Transmission of STEC infection mainly occurs through eating or handling contaminated food and contact with infected animals. Further person-to-person transmission is possible among close contacts (families, childcare centres, nursing homes, etc). A wide variety of food has previously been implicated in outbreaks as sources of infection, including undercooked beef and other meat, unpasteurized milk, a variety of fresh produce (e.g. cucumber, sprouts, spinach, and lettuce), unpasteurized apple juice and cheese. A very small number of STEC bacteria are sufficient to cause infection in humans.
How can I avoid getting ill?
Despite the many measures in place, consumers can be exposed to infectious agents through contaminated food, in particular in raw or undercooked foodstuffs. However, there are some simple precautions that can be applied to reduce the risk of getting ill from potentially contaminated food items, animals or another ill person.
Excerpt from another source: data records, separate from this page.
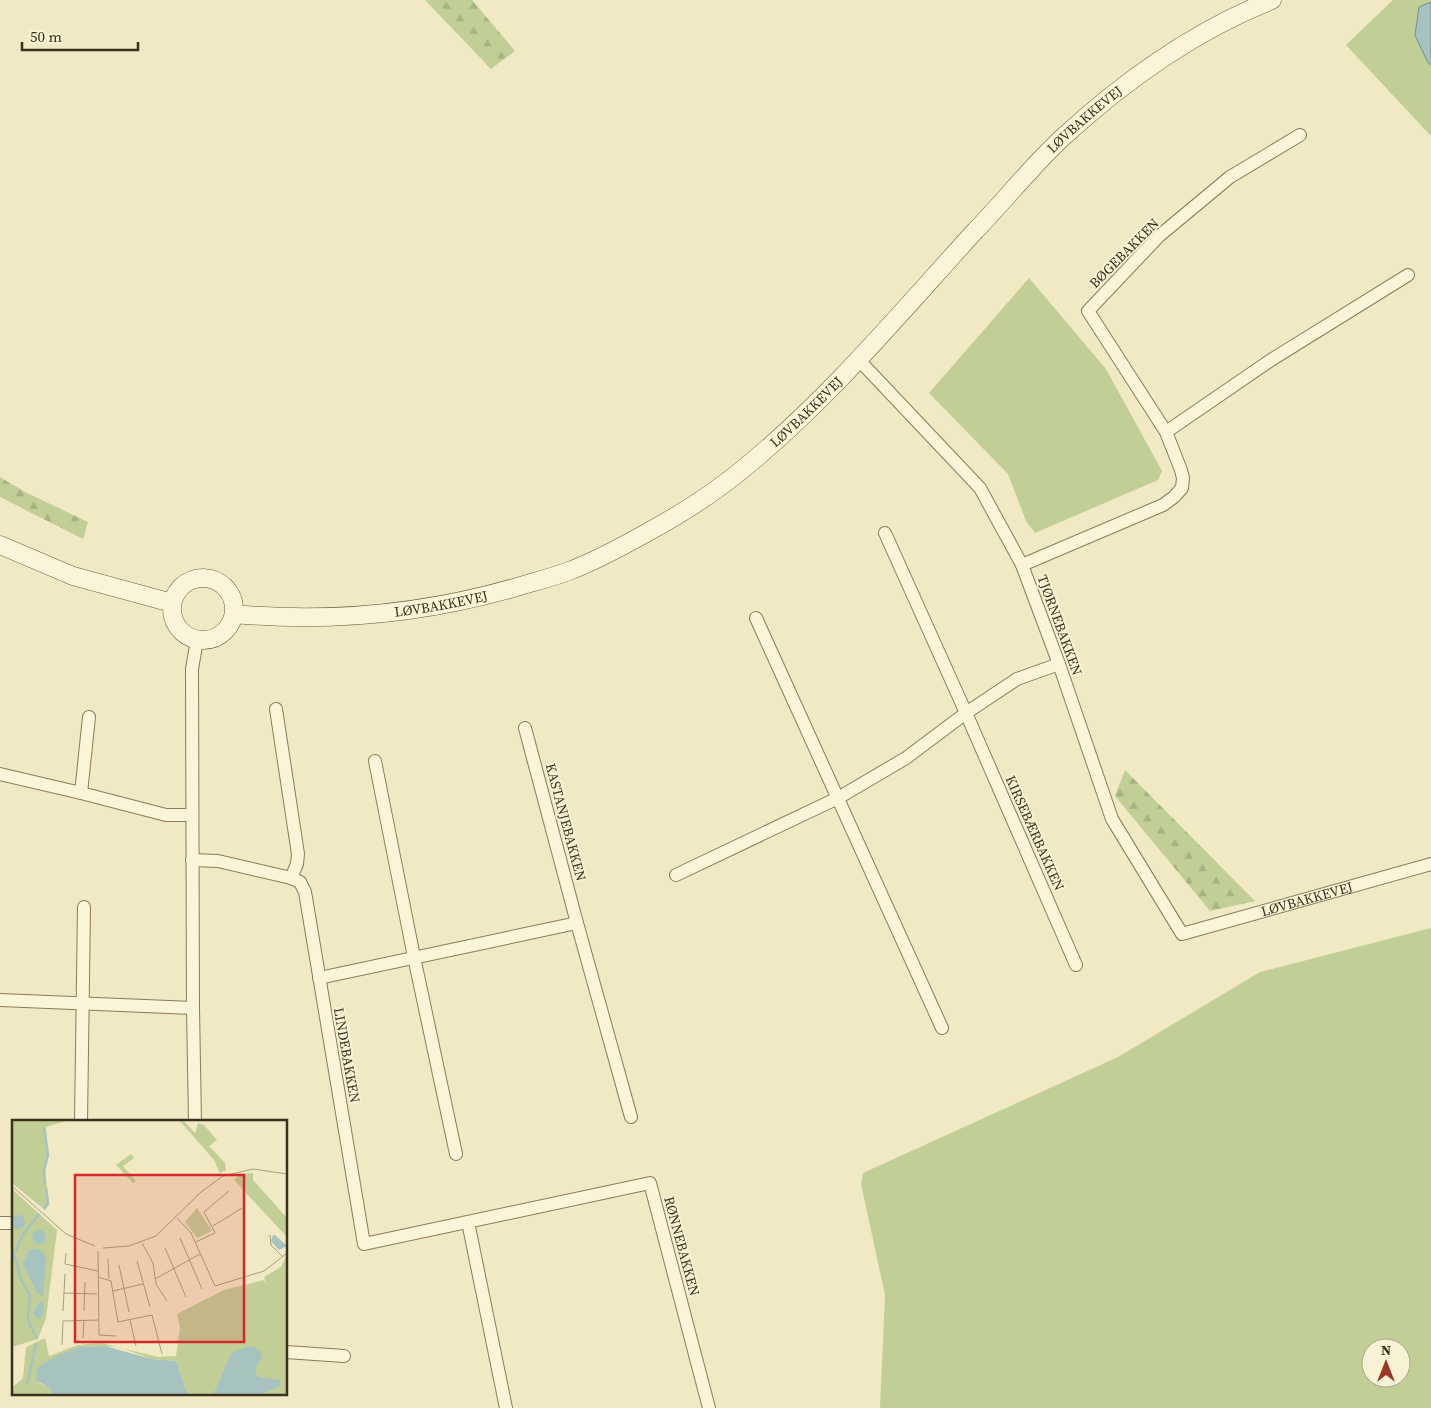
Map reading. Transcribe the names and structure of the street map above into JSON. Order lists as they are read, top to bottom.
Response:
{
  "streets": {
    "street": [
      "LØVBAKKEVEJ",
      "BØGEBAKKEN",
      "TJØRNEBAKKEN",
      "KASTANJEBAKKEN",
      "KIRSEBÆRBAKKEN",
      "LINDEBAKKEN",
      "RØNNEBAKKEN"
    ]
  },
  "crossings": [
    ["LØVBAKKEVEJ", "TJØRNEBAKKEN"],
    ["BØGEBAKKEN", "TJØRNEBAKKEN"],
    ["LINDEBAKKEN", "RØNNEBAKKEN"]
  ],
  "scale_bar": "50 m",
  "north": "top"
}
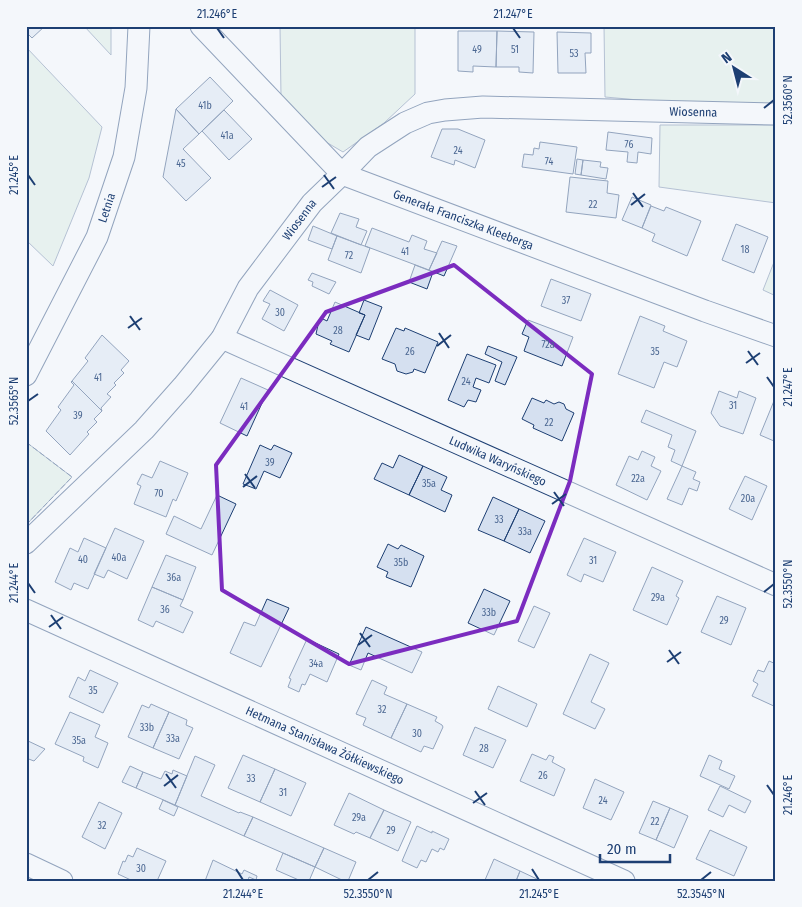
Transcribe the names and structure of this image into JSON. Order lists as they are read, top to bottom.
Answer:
{
  "streets": {
    "street": [
      "Wiosenna",
      "Letnia",
      "Generała Franciszka Kleeberga",
      "Ludwika Waryńskiego",
      "Hetmana Stanisława Żółkiewskiego"
    ]
  },
  "crossings": [
    ["Wiosenna", "Generała Franciszka Kleeberga"],
    ["Wiosenna", "Ludwika Waryńskiego"]
  ],
  "house_numbers": [
    "49",
    "51",
    "53",
    "41b",
    "41a",
    "76",
    "24",
    "74",
    "45",
    "22",
    "18",
    "41",
    "72",
    "37",
    "30",
    "28",
    "72a",
    "26",
    "35",
    "41",
    "24",
    "31",
    "41",
    "39",
    "22",
    "39",
    "22a",
    "35a",
    "70",
    "20a",
    "33",
    "33a",
    "40a",
    "40",
    "31",
    "35b",
    "36a",
    "29a",
    "36",
    "33b",
    "29",
    "34a",
    "35",
    "32",
    "33b",
    "30",
    "33a",
    "35a",
    "28",
    "26",
    "33",
    "31",
    "24",
    "29a",
    "22",
    "32",
    "29",
    "30"
  ],
  "scale_bar": "20 m",
  "north": "top left",
  "coordinates": [
    "21.246°E",
    "21.247°E",
    "52.3560°N",
    "21.245°E",
    "52.3565°N",
    "21.244°E",
    "52.3550°N",
    "52.3545°N"
  ]
}
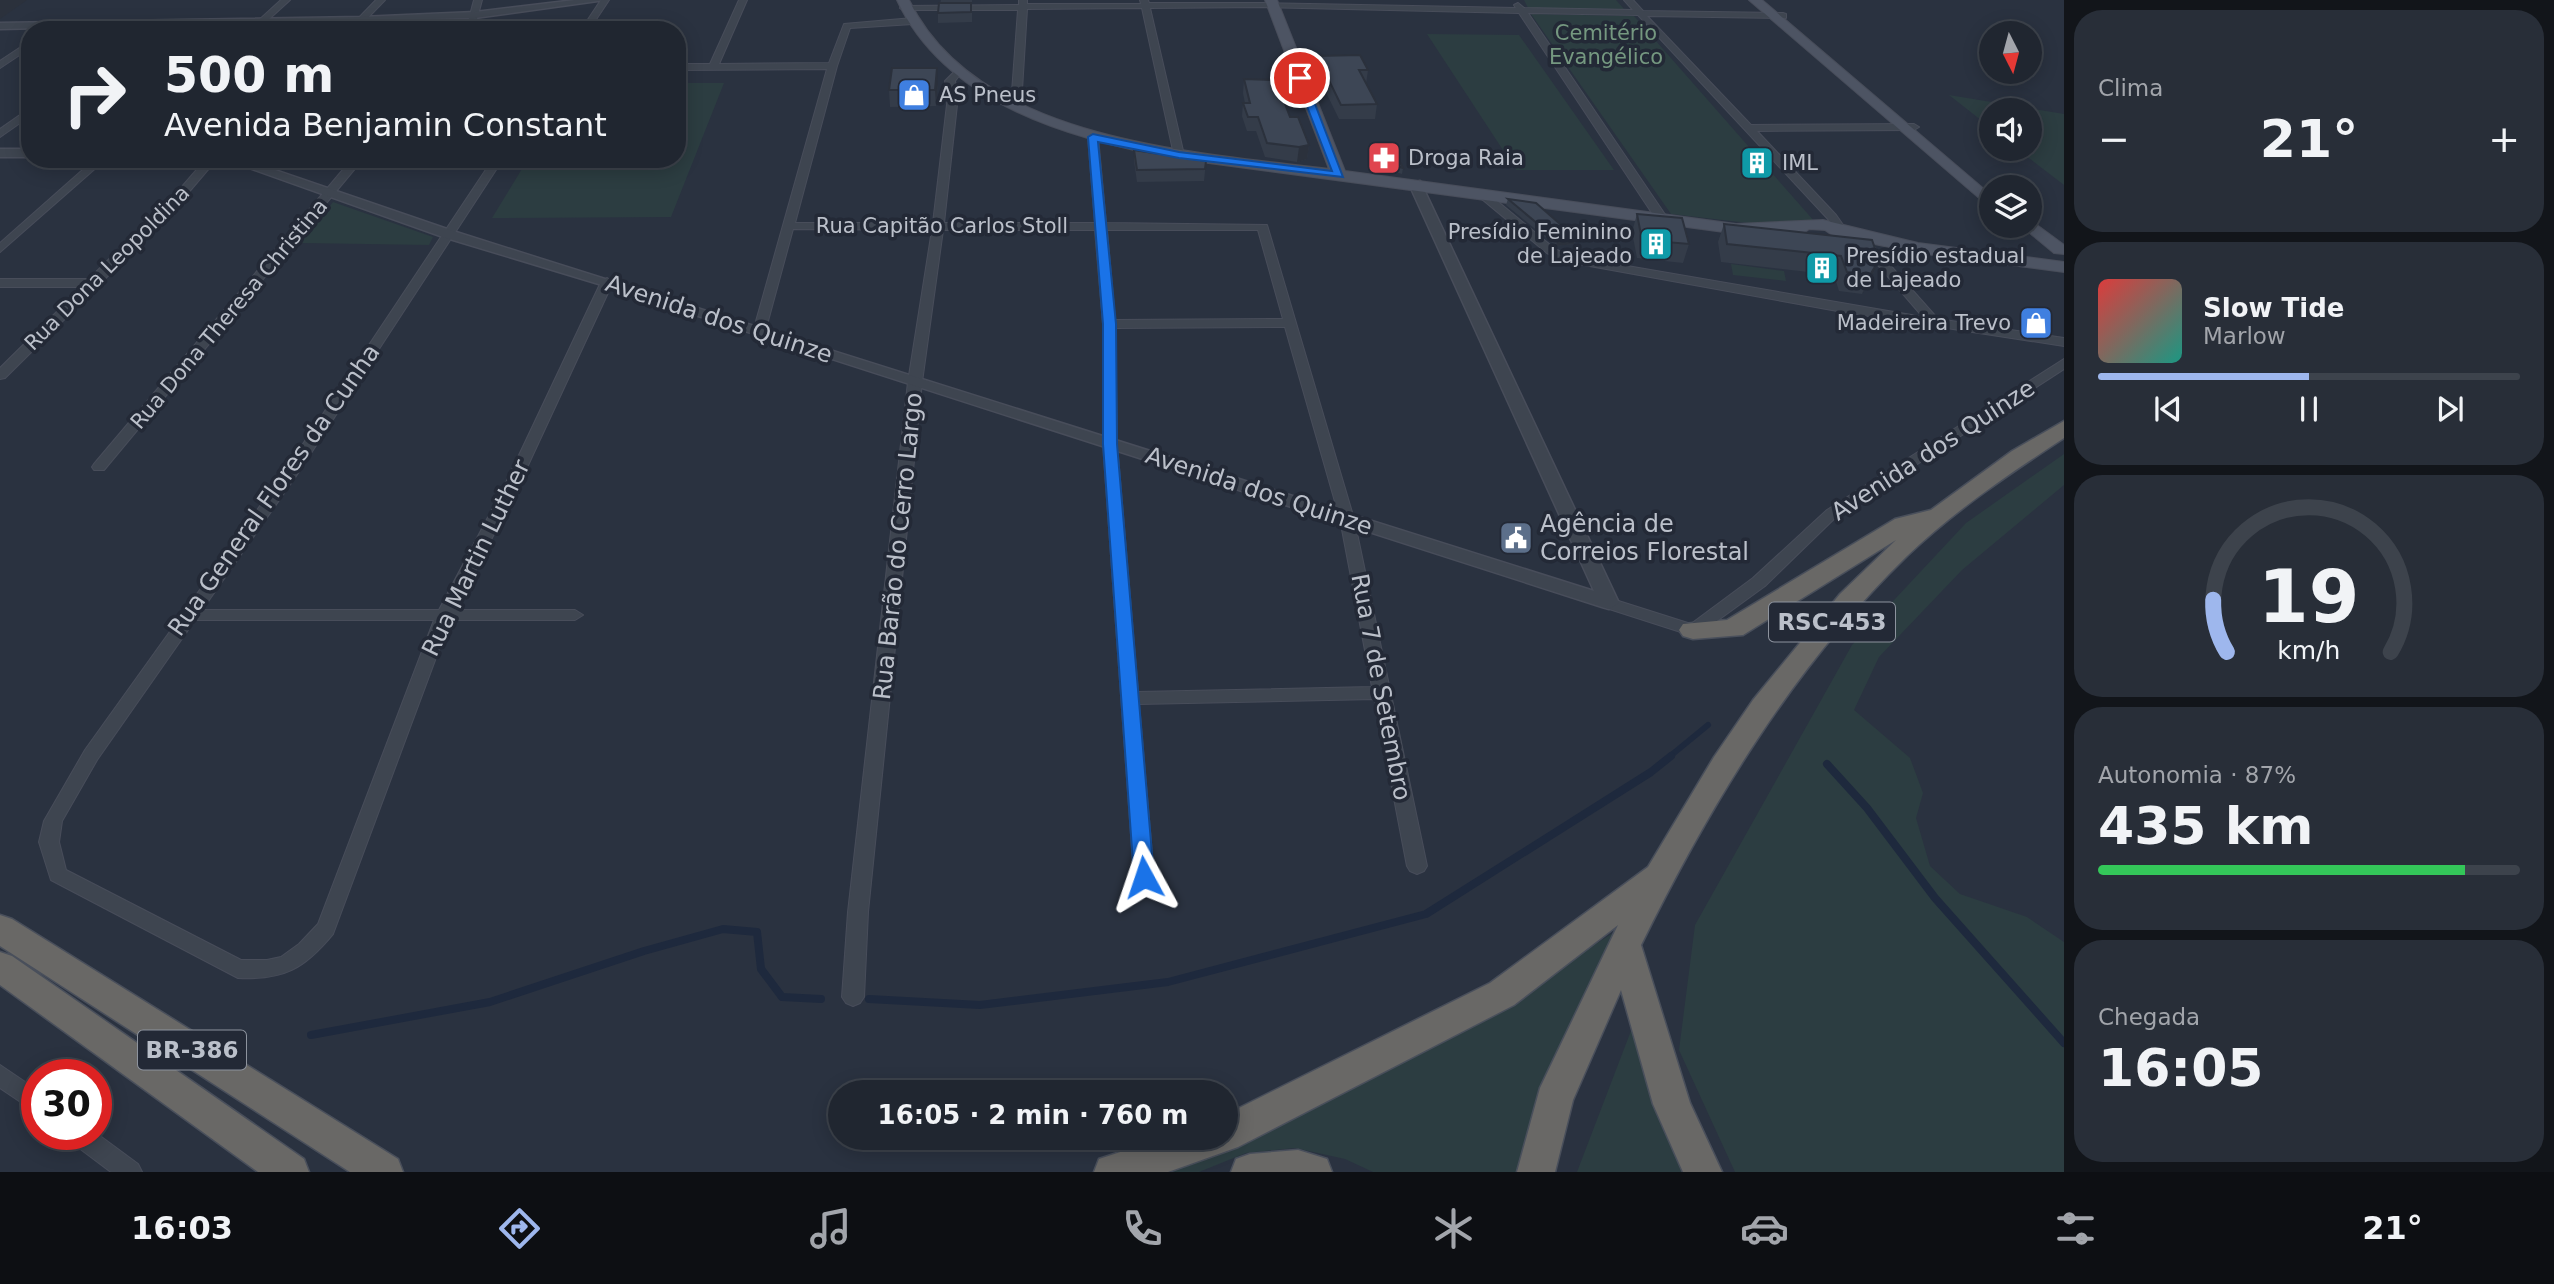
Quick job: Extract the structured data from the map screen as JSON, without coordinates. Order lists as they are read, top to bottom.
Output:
{
  "streets": {
    "highway": ["RSC-453", "BR-386"],
    "street": [
      "Rua Capitão Carlos Stoll",
      "Rua Dona Leopoldina",
      "Rua Dona Theresa Christina",
      "Avenida dos Quinze",
      "Rua General Flores da Cunha",
      "Rua Barão do Cerro Largo",
      "Rua Martin Luther",
      "Rua 7 de Setembro"
    ]
  },
  "crossings": [
    ["Rua Capitão Carlos Stoll", "Rua Barão do Cerro Largo"],
    ["Rua Capitão Carlos Stoll", "Rua 7 de Setembro"],
    ["Rua Dona Theresa Christina", "Avenida dos Quinze"],
    ["Avenida dos Quinze", "Rua General Flores da Cunha"],
    ["Avenida dos Quinze", "Rua Barão do Cerro Largo"],
    ["Avenida dos Quinze", "Rua Martin Luther"],
    ["Avenida dos Quinze", "Rua 7 de Setembro"],
    ["Rua General Flores da Cunha", "Rua Martin Luther"]
  ],
  "parks": ["Cemitério Evangélico"],
  "places": {
    "shop": ["AS Pneus", "Madeireira Trevo"],
    "pharmacy": ["Droga Raia"],
    "building": ["IML", "Presídio Feminino de Lajeado", "Presídio estadual de Lajeado"],
    "public building": ["Agência de Correios Florestal"]
  },
  "north": "bottom",
  "page": {
    "tile": [
      "Clima",
      ["Autonomia · 87%", "435 km"],
      ["Chegada", "16:05"]
    ],
    "turn": ["500 m", "Avenida Benjamin Constant"],
    "heat": ["−", "21°", "+"],
    "song": ["Slow Tide", "Marlow"],
    "limit": "30",
    "trip": "16:05 · 2 min · 760 m",
    "tabs": ["16:03", "21°"],
    "gauge": ["19", "km/h"]
  }
}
Consumers can often reduce the risk of becoming ill in the home by following good food handling and hand hygiene practices.
Good personal hand hygieneWash your hands properly with soap, rinse carefully and dry using disposable kitchen towel or a textile towel (to be washed regularly at 60°C).
- Before preparing, serving, or eating food
- After using the toilet or changing nappies (diapers)
- After handling raw vegetables, roots or meat
- After contact with farm animals or after visiting a farm
- After any contact with faeces from household pets.
- Any person with diarrhoea or vomiting should restrain from handling food
- Meat, including minced meat, should be thoroughly cooked
- All fruits with skin should be peeled and then rinsed under running potable water
- All vegetables should be washed properly under running potable water, especially those that will not be cooked before consumption
- Peel all root vegetables and rinse them under running potable water
- Thorough cooking of vegetables and meat destroys disease causing bacteria and viruses
- Avoid cross contamination, i.e. spreading bacteria from a raw food item to a ready-to-eat or cooked food item, by for example, using separate cutting boards for raw meat and cooked meat or fresh vegetables and wash the cutting board with soap in between the handling of raw and ready-to-eat food.
For more information: World Health Organization’s “Five keys to safer food”
What should I do if I develop diarrhoeal symptoms?
If you develop any diarrhoeal symptoms, and you work in a kitchen that prepares food for public, you should contact occupational health care and restrain from handling food.
If you, despite all precautions, develop bloody diarrhoea, you should seek medical care. When you have developed diarrhoeal symptoms, pay careful attention to your hand hygiene and wash your hands with soap and rinse under running potable water immediately after toilet visits.